Installation Prerequisites
Important:
Before you can install this module, you need to have NGINX and ClickHouse installed on your system. Additionally, you will need to add the NGINX Instance Manager repository. The Prerequisites topic has detailed instructions on how to fulfill these requirements.
Dependencies with Instance Manager
The Security Monitoring module requires the following versions of NGINX Instance Manager to be installed on the management plane.
Note:
The Security Monitoring module doesn’t automatically install or upgrade NGINX Instance Manager. You’ll need to manually install or upgrade NGINX Instance Manager to a supported version.

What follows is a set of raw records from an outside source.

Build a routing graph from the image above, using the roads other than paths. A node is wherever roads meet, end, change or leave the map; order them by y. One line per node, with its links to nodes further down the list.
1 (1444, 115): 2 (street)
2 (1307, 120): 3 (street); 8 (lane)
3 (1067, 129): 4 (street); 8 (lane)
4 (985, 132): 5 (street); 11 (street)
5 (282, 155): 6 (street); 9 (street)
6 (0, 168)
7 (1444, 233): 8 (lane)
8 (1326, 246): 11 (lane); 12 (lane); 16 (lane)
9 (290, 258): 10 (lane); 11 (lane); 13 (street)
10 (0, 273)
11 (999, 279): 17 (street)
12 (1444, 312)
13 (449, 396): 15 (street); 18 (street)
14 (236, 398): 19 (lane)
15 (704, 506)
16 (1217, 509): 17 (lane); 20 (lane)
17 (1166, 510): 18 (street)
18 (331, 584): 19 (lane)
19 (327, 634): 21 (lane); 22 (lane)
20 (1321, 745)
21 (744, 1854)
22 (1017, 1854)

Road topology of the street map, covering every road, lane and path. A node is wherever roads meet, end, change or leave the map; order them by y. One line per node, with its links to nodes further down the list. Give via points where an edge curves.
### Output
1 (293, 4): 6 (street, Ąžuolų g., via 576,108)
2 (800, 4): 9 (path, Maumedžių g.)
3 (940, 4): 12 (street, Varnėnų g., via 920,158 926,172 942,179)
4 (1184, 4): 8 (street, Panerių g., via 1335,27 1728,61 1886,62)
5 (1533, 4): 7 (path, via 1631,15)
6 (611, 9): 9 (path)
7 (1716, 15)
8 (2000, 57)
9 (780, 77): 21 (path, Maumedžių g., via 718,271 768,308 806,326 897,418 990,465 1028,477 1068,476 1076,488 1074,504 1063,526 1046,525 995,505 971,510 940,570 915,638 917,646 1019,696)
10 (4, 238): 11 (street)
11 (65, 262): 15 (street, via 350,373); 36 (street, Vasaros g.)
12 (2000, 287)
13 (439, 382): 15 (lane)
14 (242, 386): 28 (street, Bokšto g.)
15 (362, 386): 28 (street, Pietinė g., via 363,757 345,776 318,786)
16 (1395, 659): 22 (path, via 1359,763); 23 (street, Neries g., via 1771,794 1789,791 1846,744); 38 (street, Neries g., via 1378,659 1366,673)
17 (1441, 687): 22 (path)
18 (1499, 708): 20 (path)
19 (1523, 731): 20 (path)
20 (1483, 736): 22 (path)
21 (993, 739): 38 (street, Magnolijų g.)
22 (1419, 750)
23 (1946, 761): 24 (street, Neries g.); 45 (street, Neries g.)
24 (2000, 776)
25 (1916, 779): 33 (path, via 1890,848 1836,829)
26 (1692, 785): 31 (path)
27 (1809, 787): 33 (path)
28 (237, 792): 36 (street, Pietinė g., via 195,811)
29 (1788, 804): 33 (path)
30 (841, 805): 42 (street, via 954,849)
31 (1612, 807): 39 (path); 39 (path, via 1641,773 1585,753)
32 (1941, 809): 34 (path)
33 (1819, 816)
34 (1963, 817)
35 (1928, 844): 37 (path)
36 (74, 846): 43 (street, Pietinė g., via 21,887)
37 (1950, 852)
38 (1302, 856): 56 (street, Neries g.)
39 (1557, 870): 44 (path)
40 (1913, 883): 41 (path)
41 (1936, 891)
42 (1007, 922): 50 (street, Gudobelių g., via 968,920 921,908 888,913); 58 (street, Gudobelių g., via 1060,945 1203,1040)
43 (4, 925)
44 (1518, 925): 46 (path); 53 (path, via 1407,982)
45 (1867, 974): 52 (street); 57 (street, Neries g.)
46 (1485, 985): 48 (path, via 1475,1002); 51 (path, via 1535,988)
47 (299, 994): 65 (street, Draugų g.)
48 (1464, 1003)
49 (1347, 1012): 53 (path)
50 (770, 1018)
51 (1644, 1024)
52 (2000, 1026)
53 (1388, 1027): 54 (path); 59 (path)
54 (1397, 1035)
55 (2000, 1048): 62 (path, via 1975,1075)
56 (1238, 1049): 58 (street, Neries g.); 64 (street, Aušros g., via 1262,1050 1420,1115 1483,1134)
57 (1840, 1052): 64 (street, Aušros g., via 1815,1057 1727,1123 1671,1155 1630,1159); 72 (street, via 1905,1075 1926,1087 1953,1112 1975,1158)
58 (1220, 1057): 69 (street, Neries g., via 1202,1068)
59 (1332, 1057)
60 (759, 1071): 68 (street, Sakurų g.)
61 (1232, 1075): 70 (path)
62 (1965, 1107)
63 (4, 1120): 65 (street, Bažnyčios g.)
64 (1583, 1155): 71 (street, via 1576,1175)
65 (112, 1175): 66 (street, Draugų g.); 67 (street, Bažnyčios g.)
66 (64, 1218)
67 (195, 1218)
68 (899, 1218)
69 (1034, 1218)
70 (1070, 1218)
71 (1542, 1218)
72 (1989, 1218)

Security Monitoring | Instance Manager |
---|---|
1.7.1 | 2.14.1–2.18.0 |
1.7.0 | 2.14.0 |
1.6.0 | 2.12.0–2.13.0 |
1.5.0 | 2.11.0 |
1.4.0 | 2.10.0–2.10.1 |
1.3.0 | 2.9.0 |
1.2.0 | 2.8.0 |
1.1.0 | 2.7.0 |
1.0.0 | 2.6.0 |
Install Security Monitoring
-
To install the latest version of the Security Monitoring module, run the following command:
sudo yum -y install nms-sm
-
To install the latest version of the Security Monitoring module, run the following commands:
sudo apt-get update sudo apt-get install -y nms-sm
-
Restart the F5 NGINX Instance Manager services:
sudo systemctl restart nms
NGINX Instance Manager components started this way run by default as the non-root
nms
user inside thenms
group, both of which are created during installation. -
Restart the NGINX web server:
sudo systemctl restart nginx
-
If running Security Monitoring v1.7.0 or higher, start the module:
sudo systemctl start nms-sm
Accessing the Web Interface
To access the NGINX Instance Manager web interface, open a web browser and go to https://<NMS_FQDN>
, replacing <NMS_FQDN>
with the Fully Qualified Domain Name of your NGINX Instance Manager host.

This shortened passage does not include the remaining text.